Stored data entries:
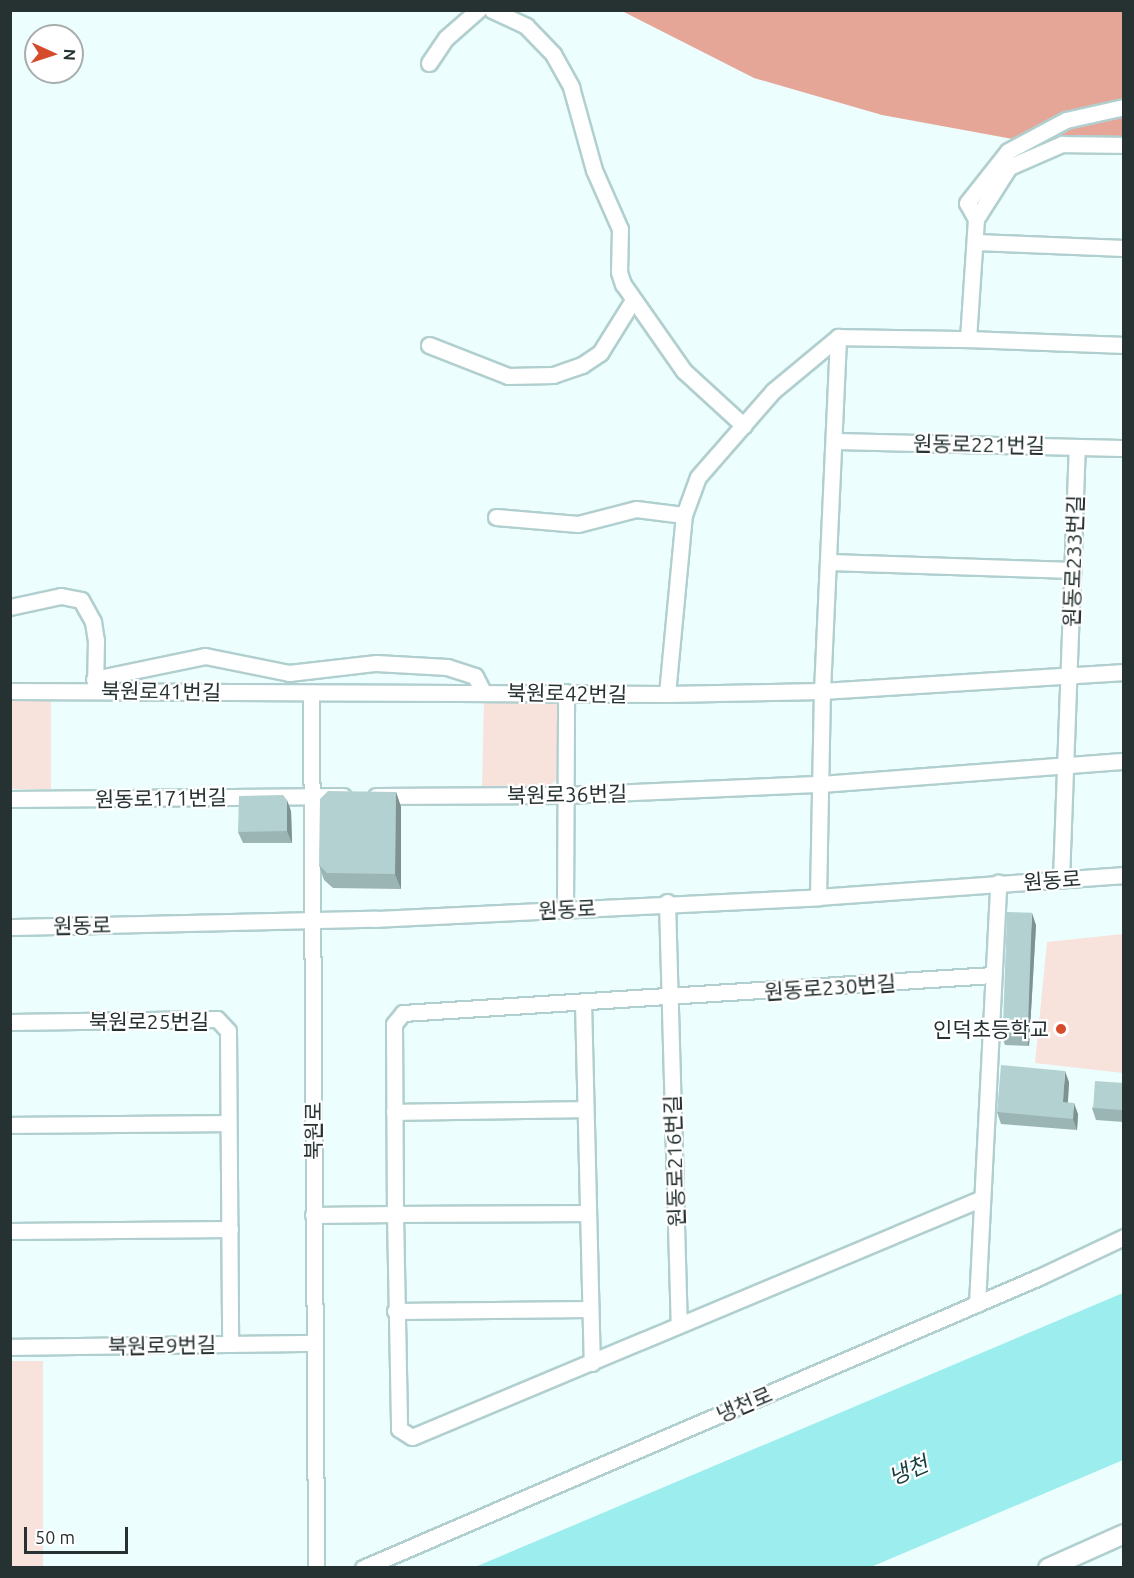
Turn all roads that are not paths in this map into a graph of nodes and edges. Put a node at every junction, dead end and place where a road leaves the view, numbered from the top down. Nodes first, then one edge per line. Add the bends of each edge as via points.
1 (478, 10) edge
2 (492, 10) edge
3 (429, 63) dead end
4 (1124, 107) edge
5 (1124, 145) edge
6 (975, 219) junction
7 (976, 242) junction
8 (1124, 248) edge
9 (633, 300) junction
10 (838, 337) junction
11 (968, 339) junction
12 (429, 345) dead end
13 (1124, 345) edge
14 (744, 426) junction
15 (834, 441) junction
16 (1077, 447) junction
17 (1124, 448) edge
18 (684, 515) junction
19 (496, 517) dead end
20 (829, 562) junction
21 (1073, 570) junction
22 (10, 607) edge
23 (1124, 672) edge
24 (1069, 676) junction
25 (94, 684) junction
26 (10, 691) edge
27 (822, 691) junction
28 (483, 692) junction
29 (566, 692) junction
30 (668, 694) junction
31 (311, 695) junction
32 (1124, 761) edge
33 (1068, 765) junction
34 (822, 784) junction
35 (565, 795) junction
36 (312, 796) junction
37 (10, 799) edge
38 (1124, 875) edge
39 (1061, 879) junction
40 (998, 883) junction
41 (819, 897) junction
42 (667, 903) junction
43 (565, 909) junction
44 (312, 920) junction
45 (10, 927) edge
46 (993, 975) junction
47 (668, 998) junction
48 (583, 1002) junction
49 (10, 1022) edge
50 (585, 1109) junction
51 (394, 1112) junction
52 (228, 1123) junction
53 (10, 1125) edge
54 (980, 1199) junction
55 (588, 1213) junction
56 (395, 1214) junction
57 (313, 1215) junction
58 (230, 1229) junction
59 (10, 1231) edge
60 (1124, 1236) edge
61 (976, 1304) junction
62 (590, 1309) junction
63 (395, 1311) junction
64 (679, 1323) junction
65 (314, 1343) junction
66 (230, 1344) junction
67 (10, 1347) edge
68 (592, 1363) junction
69 (1124, 1534) edge
70 (316, 1568) edge
71 (363, 1568) edge
72 (1048, 1568) edge

1 - 3 street via 446,38
2 - 9 street via 526,26 543,40 571,87 594,170 620,229 619,272
4 - 6 street via 1066,120 1037,132 1008,151 967,203
5 - 6 street via 1062,144 1009,167
6 - 7 street
7 - 8 street
7 - 11 street
9 - 12 street via 600,353 582,365 553,375 508,376
9 - 14 street via 684,370
10 - 11 street
10 - 14 street via 773,391
10 - 15 street
11 - 13 street
14 - 18 street via 698,477
15 - 16 street, 원동로221번길
15 - 20 street
16 - 17 street, 원동로221번길
16 - 21 street, 원동로233번길
18 - 19 street via 636,509 578,525
18 - 30 street
20 - 21 street
20 - 27 street
21 - 24 street, 원동로233번길
22 - 25 street via 61,596 81,600 93,621 96,640
23 - 24 street
24 - 27 street
24 - 33 street, 원동로233번길
25 - 26 street, 북원로41번길
25 - 28 street via 205,656 290,673 376,663 447,667 475,676
25 - 31 street, 북원로41번길
27 - 30 street, 북원로42번길
27 - 34 street
28 - 29 street, 북원로42번길
28 - 31 street, 북원로42번길
29 - 30 street, 북원로42번길
29 - 35 street
31 - 36 street, 북원로
32 - 33 street
33 - 34 street
33 - 39 street, 원동로233번길
34 - 35 street, 북원로36번길
34 - 41 street
35 - 36 street, 북원로36번길
35 - 43 street
36 - 37 street, 원동로171번길
36 - 44 street, 북원로
38 - 39 street, 원동로
39 - 40 street, 원동로
40 - 41 street, 원동로
40 - 46 street
41 - 42 street, 원동로
42 - 43 street, 원동로
42 - 47 street, 원동로216번길
43 - 44 street, 원동로
44 - 45 street, 원동로
44 - 57 street, 북원로
46 - 47 street, 원동로230번길
46 - 54 street
47 - 48 street
47 - 64 street, 원동로216번길
48 - 50 street
48 - 51 street via 403,1013 394,1024
49 - 52 street, 북원로25번길 via 217,1019 228,1031
50 - 51 street
50 - 55 street
51 - 56 street
52 - 53 street
52 - 58 street, 북원로25번길
54 - 61 street
54 - 64 street
55 - 56 street
55 - 62 street
56 - 57 street
56 - 63 street
57 - 65 street, 북원로
58 - 59 street
58 - 66 street, 북원로25번길
60 - 61 street, 냉천로
61 - 71 street, 냉천로
62 - 63 street
62 - 68 street
63 - 68 street via 399,1429 412,1437
64 - 68 street
65 - 66 street, 북원로9번길
65 - 70 street, 북원로
66 - 67 street, 북원로9번길
69 - 72 main road

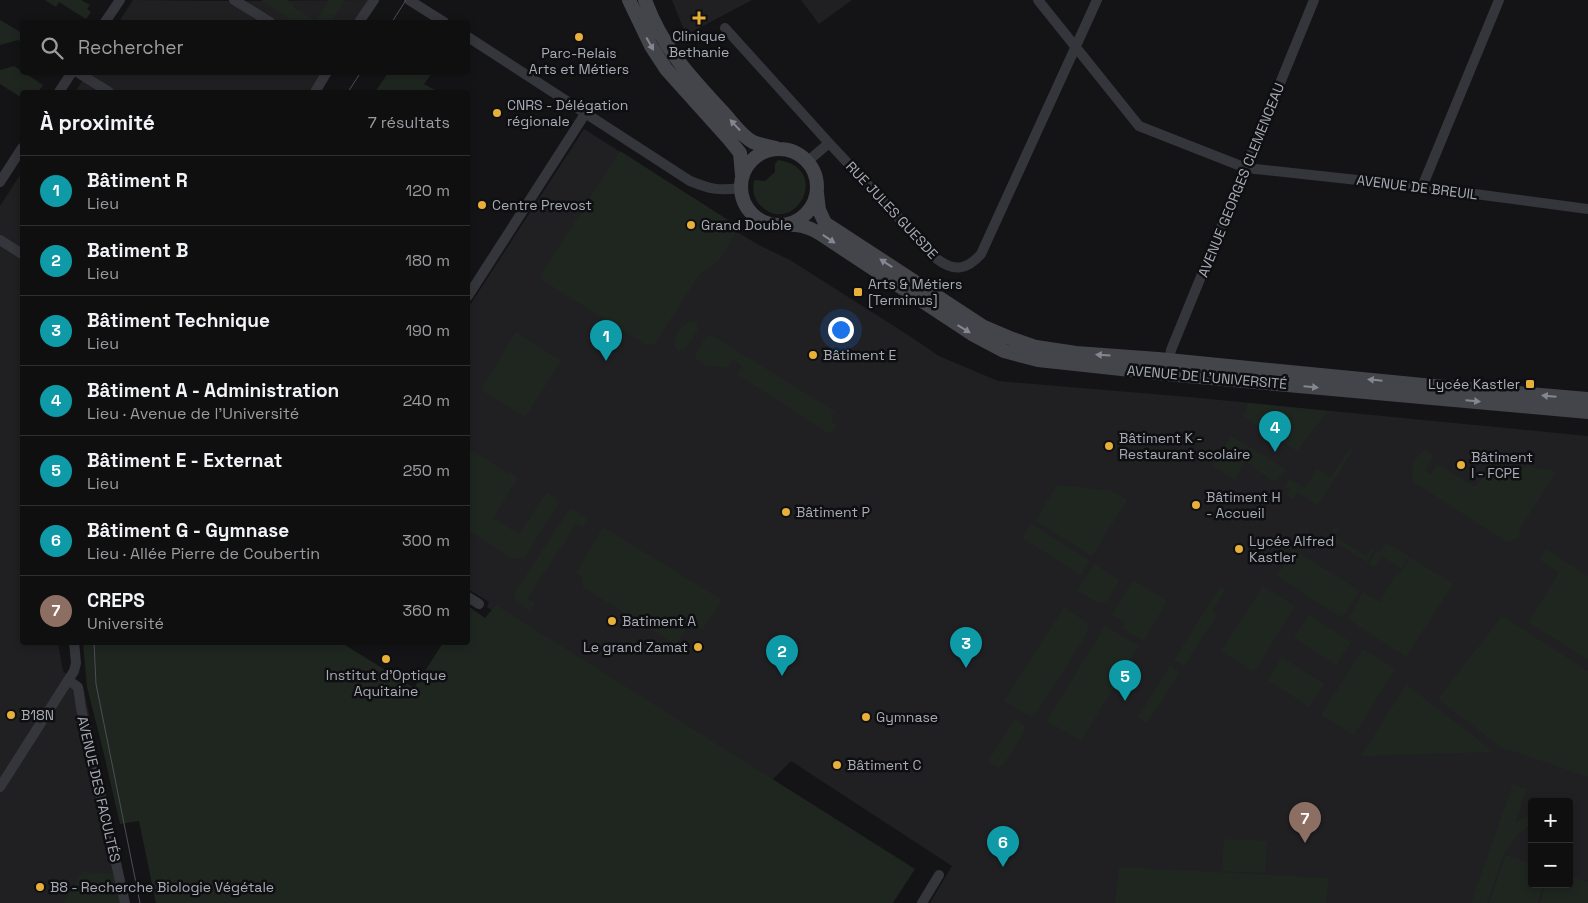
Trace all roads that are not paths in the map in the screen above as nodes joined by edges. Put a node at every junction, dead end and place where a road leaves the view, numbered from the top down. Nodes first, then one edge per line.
1 (120, 0) edge
2 (234, 0) edge
3 (374, 0) edge
4 (409, 0) edge
5 (629, 0) edge
6 (645, 0) edge
7 (1038, 0) edge
8 (1097, 0) edge
9 (1314, 0) edge
10 (1500, 0) edge
11 (106, 20) edge
12 (267, 20) edge
13 (360, 20) edge
14 (441, 20) edge
15 (725, 28) dead end
16 (470, 38) edge
17 (1075, 47) junction
18 (70, 75) edge
19 (83, 75) edge
20 (325, 75) edge
21 (60, 90) edge
22 (106, 90) edge
23 (316, 90) edge
24 (585, 114) junction
25 (829, 143) junction
26 (776, 148) junction
27 (20, 151) edge
28 (808, 161) junction
29 (1246, 168) junction
30 (0, 182) edge
31 (741, 182) junction
32 (1422, 187) junction
33 (817, 193) junction
34 (1588, 209) edge
35 (784, 225) junction
36 (0, 240) edge
37 (20, 253) edge
38 (470, 293) edge
39 (938, 305) junction
40 (996, 339) junction
41 (1170, 360) junction
42 (1423, 391) junction
43 (1588, 399) edge
44 (1588, 412) edge
45 (470, 598) edge
46 (479, 604) dead end
47 (74, 645) edge
48 (68, 680) junction
49 (0, 787) edge
50 (939, 875) dead end
51 (125, 903) edge
52 (922, 903) edge

1 - 11 street
2 - 12 street
3 - 13 street
4 - 14 street
5 -> 31 street
26 -> 6 street
7 - 17 street, AVENUE DE BREUIL
8 - 17 street, RUE JULES GUESDE
9 - 29 street, AVENUE GEORGES CLEMENCEAU
10 - 32 street
15 - 25 street, RUE JULES GUESDE
16 - 24 street
17 - 25 street, RUE JULES GUESDE
17 - 29 street, AVENUE DE BREUIL
18 - 21 street
19 - 22 street
20 - 23 street
24 - 31 street
24 - 38 street
25 - 28 street
26 - 28 street
26 - 31 street
27 - 30 street
28 - 33 street
29 - 32 street, AVENUE DE BREUIL
29 - 41 street, AVENUE GEORGES CLEMENCEAU
31 - 35 street
32 - 34 street, AVENUE DE BREUIL
33 - 35 street
39 -> 33 street, AVENUE DE L'UNIVERSITÉ
35 -> 39 street, AVENUE DE L'UNIVERSITÉ
36 - 37 street
39 - 40 street, AVENUE DE L'UNIVERSITÉ
41 -> 40 street, AVENUE DE L'UNIVERSITÉ
40 -> 42 street, AVENUE DE L'UNIVERSITÉ
42 -> 41 street, AVENUE DE L'UNIVERSITÉ
43 -> 42 street, AVENUE DE L'UNIVERSITÉ
42 -> 44 street, AVENUE DE L'UNIVERSITÉ
45 - 46 street
47 - 48 street
48 - 49 street
48 - 51 street, AVENUE DES FACULTÉS
50 - 52 street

BRIEF: For each line above that contains the word "JULES", make a copy.

RESULT:
8 - 17 street, RUE JULES GUESDE
15 - 25 street, RUE JULES GUESDE
17 - 25 street, RUE JULES GUESDE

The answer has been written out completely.